Hmm, seems reasonable.  The _scratch_fuzz_modify helper probably needs
to be modified to complain if the fs writes actually succeed.

> --- a/tests/xfs/456
> +++ b/tests/xfs/456
> @@ -43,2 +43,5 @@ echo "Done fuzzing AGI"
> 
> +_check_dmesg_for "Metadata corruption detected" || \
> +	_fail "Missing metadata corruption messages!"

I'd put this at the end of __scratch_xfs_fuzz_field_test, since there
are dozens of tests that use this function, not just xfs/456.

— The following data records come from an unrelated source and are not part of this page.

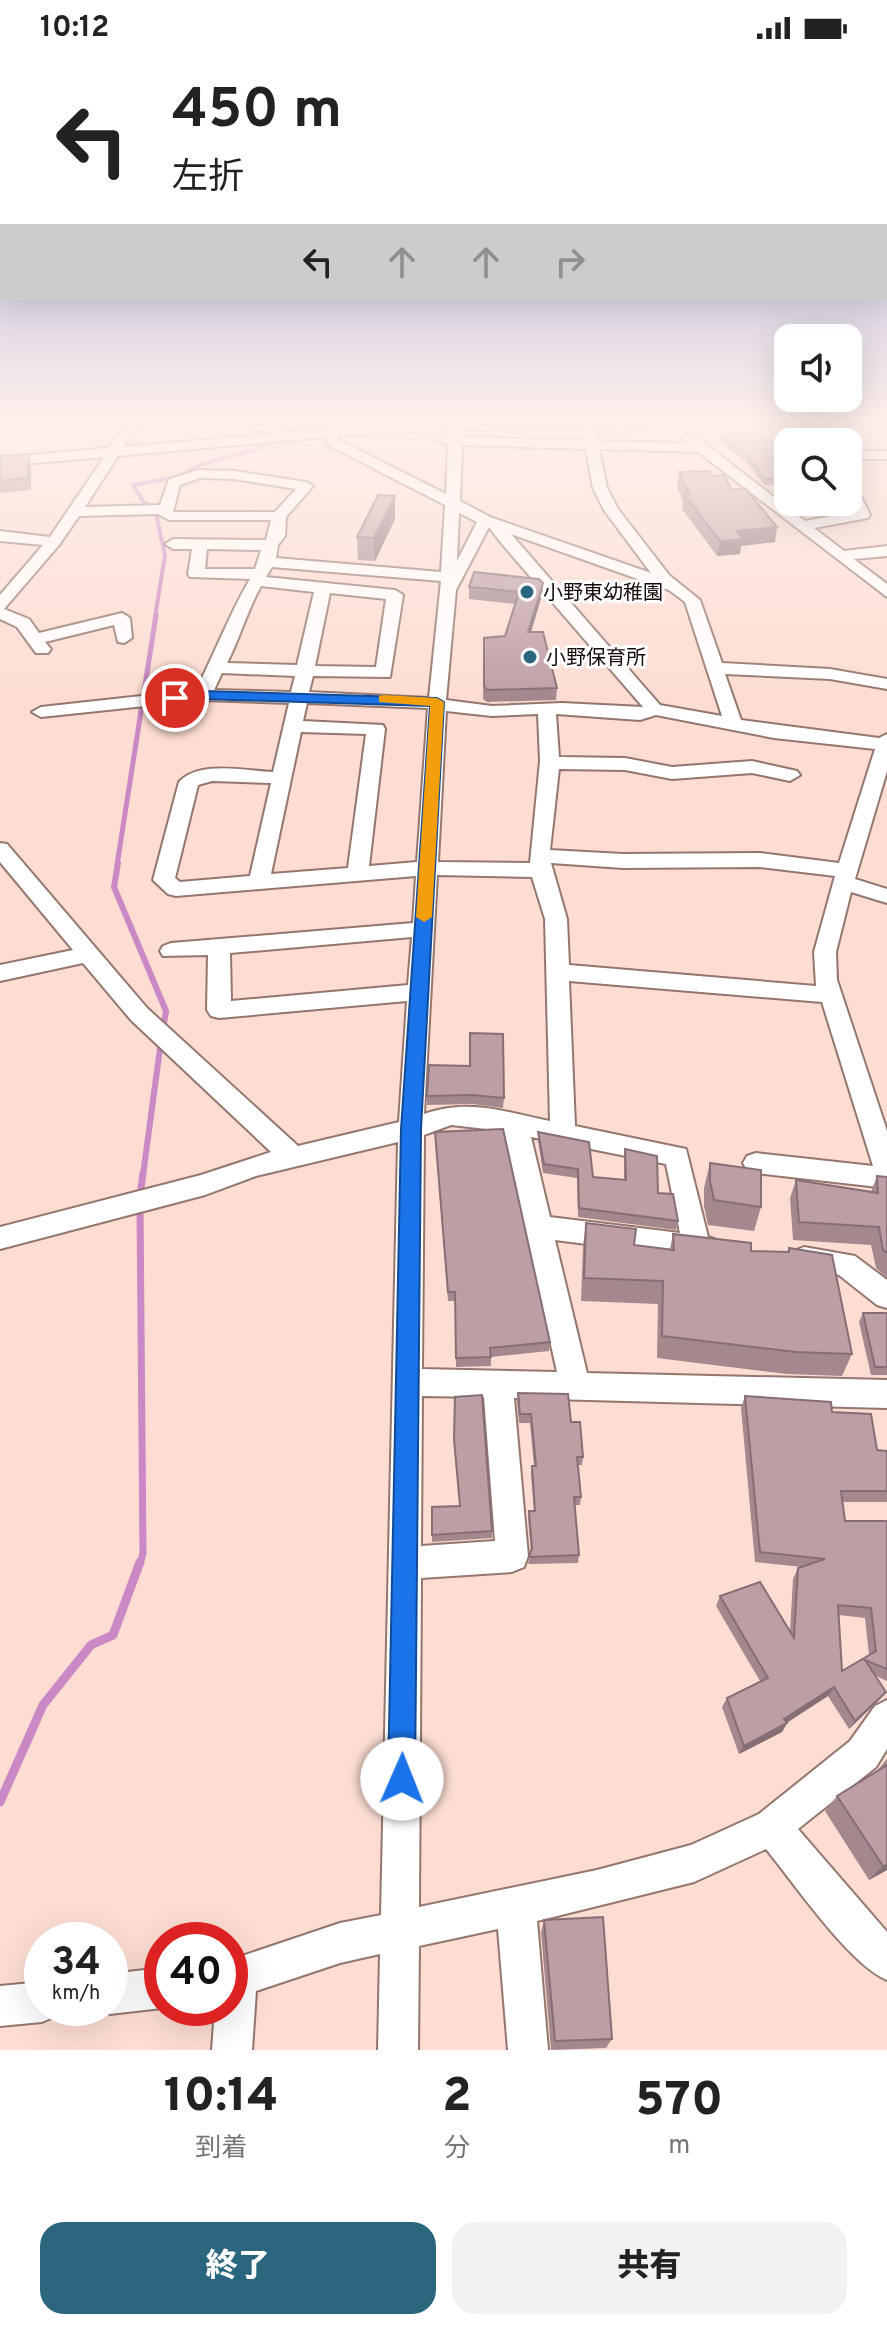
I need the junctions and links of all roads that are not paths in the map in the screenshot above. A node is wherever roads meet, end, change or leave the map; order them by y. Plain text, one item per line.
1 (75, 512) edge
2 (269, 512) edge
3 (283, 512) edge
4 (452, 512) edge
5 (474, 512) edge
6 (613, 512) edge
7 (784, 512) edge
8 (867, 512) edge
9 (279, 516) junction
10 (492, 522) junction
11 (802, 526) junction
12 (0, 536) edge
13 (54, 542) junction
14 (173, 544) dead end
15 (200, 544) junction
16 (270, 545) junction
17 (887, 551) edge
18 (840, 556) junction
19 (261, 572) junction
20 (0, 584) edge
21 (18, 585) junction
22 (449, 585) junction
23 (675, 587) junction
24 (323, 588) junction
25 (887, 592) edge
26 (0, 605) edge
27 (0, 613) edge
28 (124, 638) dead end
29 (216, 668) junction
30 (716, 668) junction
31 (304, 671) junction
32 (887, 684) edge
33 (202, 695) junction
34 (298, 697) junction
35 (437, 702) junction
36 (547, 709) junction
37 (654, 709) junction
38 (41, 712) dead end
39 (733, 723) junction
40 (292, 726) junction
41 (885, 742) edge
42 (549, 763) junction
43 (790, 775) dead end
44 (280, 778) junction
45 (0, 849) edge
46 (541, 863) junction
47 (427, 868) junction
48 (358, 874) junction
49 (845, 877) junction
50 (259, 882) junction
51 (887, 896) edge
52 (423, 929) junction
53 (219, 947) junction
54 (171, 951) dead end
55 (89, 954) junction
56 (557, 972) junction
57 (0, 973) edge
58 (419, 992) junction
59 (831, 995) junction
60 (515, 1123) junction
61 (411, 1129) junction
62 (563, 1133) junction
63 (883, 1142) edge
64 (293, 1157) junction
65 (756, 1163) dead end
66 (887, 1170) edge
67 (887, 1178) edge
68 (538, 1227) junction
69 (0, 1238) edge
70 (697, 1247) junction
71 (727, 1250) edge
72 (771, 1255) edge
73 (887, 1296) edge
74 (409, 1382) junction
75 (498, 1384) junction
76 (575, 1386) junction
77 (887, 1394) edge
78 (406, 1563) junction
79 (887, 1718) edge
80 (772, 1827) junction
81 (516, 1907) junction
82 (399, 1933) junction
83 (887, 1960) edge
84 (248, 1975) edge
85 (24, 2004) edge
86 (0, 2006) edge
87 (233, 2026) edge
88 (232, 2050) edge
89 (398, 2050) edge
90 (528, 2050) edge

1 - 13 street
2 - 9 street
3 - 9 street
4 - 22 street
5 - 10 street
6 - 23 street
7 - 11 street
8 - 11 street
9 - 16 street
10 - 22 street
10 - 23 street
10 - 37 street
11 - 18 street
12 - 13 street
13 - 21 street
14 - 15 street
15 - 16 street
15 - 19 street
16 - 19 street
17 - 18 street
18 - 25 street
19 - 22 street
19 - 24 street
19 - 29 street
20 - 21 street
21 - 26 street
22 - 35 street
23 - 30 street
24 - 31 street
24 - 31 street
27 - 28 street
29 - 31 street
29 - 33 street
30 - 32 street
30 - 39 street
31 - 34 street
33 - 34 street
33 - 38 street
34 - 35 street
34 - 40 street
35 - 36 street
35 - 47 street
36 - 37 street
36 - 42 street
37 - 39 street
39 - 41 street
40 - 44 street
40 - 48 street
41 - 49 street
42 - 43 street
42 - 46 street
44 - 50 street
44 - 50 street
45 - 55 street
46 - 47 street
46 - 49 street
46 - 56 street
47 - 48 street
47 - 52 street
48 - 50 street
49 - 51 street
49 - 59 street
52 - 53 street
52 - 58 street
53 - 54 street
53 - 58 street
55 - 57 street
55 - 64 street
56 - 59 street
56 - 62 street
58 - 61 street
59 - 63 street
60 - 61 street
60 - 62 street
60 - 68 street
61 - 64 street
61 - 74 street
62 - 70 street
63 - 66 street
64 - 69 street
65 - 67 street
68 - 70 street
68 - 76 street
70 - 71 street
72 - 73 street
74 - 75 street
74 - 78 street
75 - 76 street
75 - 78 street
76 - 77 street
78 - 82 street
79 - 80 street
80 - 81 street
80 - 83 street
81 - 82 street
81 - 90 street
82 - 84 street
82 - 89 street
85 - 86 street
87 - 88 street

The long term goal is to make all the corruption bailouts report
themselves to the online health system so that userspace can query the
filesystem status (via xfs_spaceman) without having to scrape dmesg.

--D

> +
>  # success, all done
> 
> If this makes sense, I'll send a separate patch to address it, and fix
> all repair=none tests as above.
> 
> > The open-coded repair conditionals scattered through this funciton
> > probably ought to be refactored into helpers, e.g.
> > 
> > __fuzz_want_scrub_check() {
> > 	local repair="$1"
> > 	local field="$2"
> > 
> > 	test "${repair}" != "none" && \
> > 		_supports_xfs_scrub "${SCRATCH_MNT}" "${SCRATCH_DEV}" && \
> > 		[ "${field}" != "sb 0" ]
> > }
> > 
> > if [ $res -eq 0 ]; then
> > 	# Try an online scrub...
> > 	if __fuzz_want_scrub_check "${repair}" "${field}"; then
> > 		_scratch_scrub -n -a 1 -e continue 2>&1
> > 		...
> 
> Will do that and send a v2, thanks for the review!